Minimum: Pentium-class

NOTE: Fedora Core 1 is optimized for Pentium PRO (and later) CPUs, but also supports Pentium-class CPUs. This approach has been taken because Pentium-class optimizations actually result in reduced performance for non-Pentium-class processors.

Recommended for text-mode: 200 MHz Pentium-class or better

Recommended for graphical: 400 MHz Pentium II or better

Custom Installation (Minimal): 520MB

Server: 870MB

Personal Desktop: 1.9GB

Workstation: 2.4GB

Custom Installation (Everything): 5.3GB

Minimum for text-mode: 64MB

Minimum for graphical: 192MB

Recommended for graphical: 256MB

The Fedora Core installation program has the ability to test the integrity of the installation media. It works with the CD, DVD, hard drive ISO, and NFS ISO installation methods. Red Hat recommends that you test all installation media before starting the installation process, and before reporting any installation-related bugs (many of the bugs reported are actually due to improperly-burned CDs). To use this test, type linux mediacheck at the boot: prompt.
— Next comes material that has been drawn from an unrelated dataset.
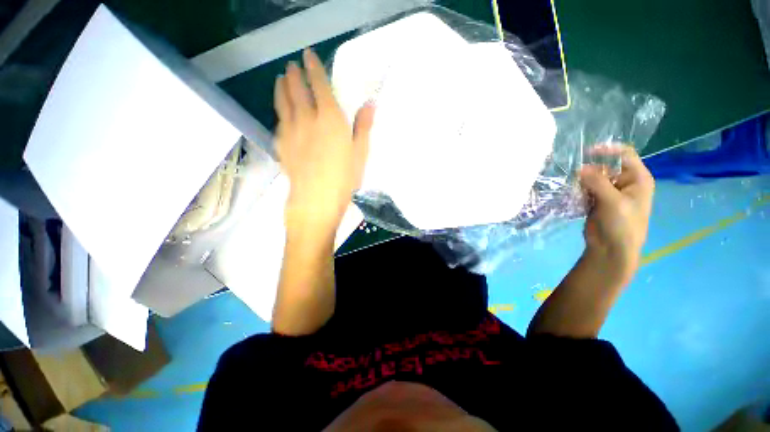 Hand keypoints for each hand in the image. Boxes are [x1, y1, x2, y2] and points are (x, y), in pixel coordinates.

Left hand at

Memory testing may be performed prior to installing Fedora Core by entering memtest86 at the boot: prompt. This causes the Memtest86 standalone memory testing software to run. Memtest86 memory testing continues until the Esc key is pressed.
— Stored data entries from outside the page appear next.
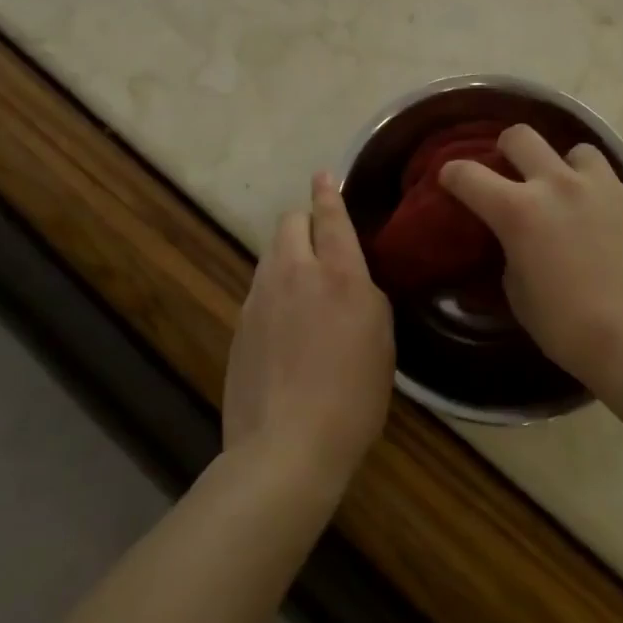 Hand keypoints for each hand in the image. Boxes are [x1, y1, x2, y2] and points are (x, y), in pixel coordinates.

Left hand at [223, 174, 394, 498]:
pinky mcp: (241, 323)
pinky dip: (274, 288)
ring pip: (271, 252)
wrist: (285, 448)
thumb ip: (364, 293)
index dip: (327, 191)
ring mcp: (261, 296)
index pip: (331, 215)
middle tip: (319, 240)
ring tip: (303, 283)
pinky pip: (260, 287)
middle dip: (304, 220)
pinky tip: (284, 322)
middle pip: (290, 222)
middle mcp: (295, 272)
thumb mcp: (381, 340)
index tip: (322, 175)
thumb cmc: (351, 397)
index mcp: (339, 273)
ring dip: (287, 253)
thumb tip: (350, 277)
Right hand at [439, 125, 622, 385]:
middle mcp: (556, 185)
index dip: (452, 174)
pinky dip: (597, 193)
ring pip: (575, 149)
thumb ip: (510, 258)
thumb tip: (514, 247)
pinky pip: (609, 180)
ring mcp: (601, 187)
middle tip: (508, 169)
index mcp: (518, 210)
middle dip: (506, 148)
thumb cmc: (571, 328)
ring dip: (563, 166)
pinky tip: (602, 221)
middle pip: (521, 136)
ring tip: (567, 192)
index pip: (468, 174)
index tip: (450, 180)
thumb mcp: (520, 298)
NOTE: You must boot from CD-ROM 1 (or a rescue CD-ROM) in order to use this feature.

During a graphical installation, you can press SHIFT-Print Screen and a screenshot of the current installation screen will be taken. These are stored in the following directory:

/root/anaconda-screenshots/

The screenshots can be accessed once the newly-installed system is rebooted.

Certain hardware configurations (particularly those with LCD displays) may experience problems while starting the Fedora Core installation program. In these instances, restart the installation, and add the "nofb" option to the boot command line.

NOTE: Chinese, Japanese, and Korean graphical installations started using the "nofb" option will start in English, and then switch to the appropriate language once the graphical phase of the installation process begins.

Some Sony VAIO® notebook systems may experience problems installing Fedora Core from CD-ROM. If this happens, restart the installation process and add the following option to the boot command line:

pci=off ide1=0x180,0x386

This option allows the installation to proceed normally; any devices not detected due to the use of this option will be configured the first time Fedora Core is booted.

Fedora Core 1 now supports graphical FTP and HTTP installations. The default for these installation modes remains text-based; however, graphical installations can be enabled by passing "graphical" as a boot-time option.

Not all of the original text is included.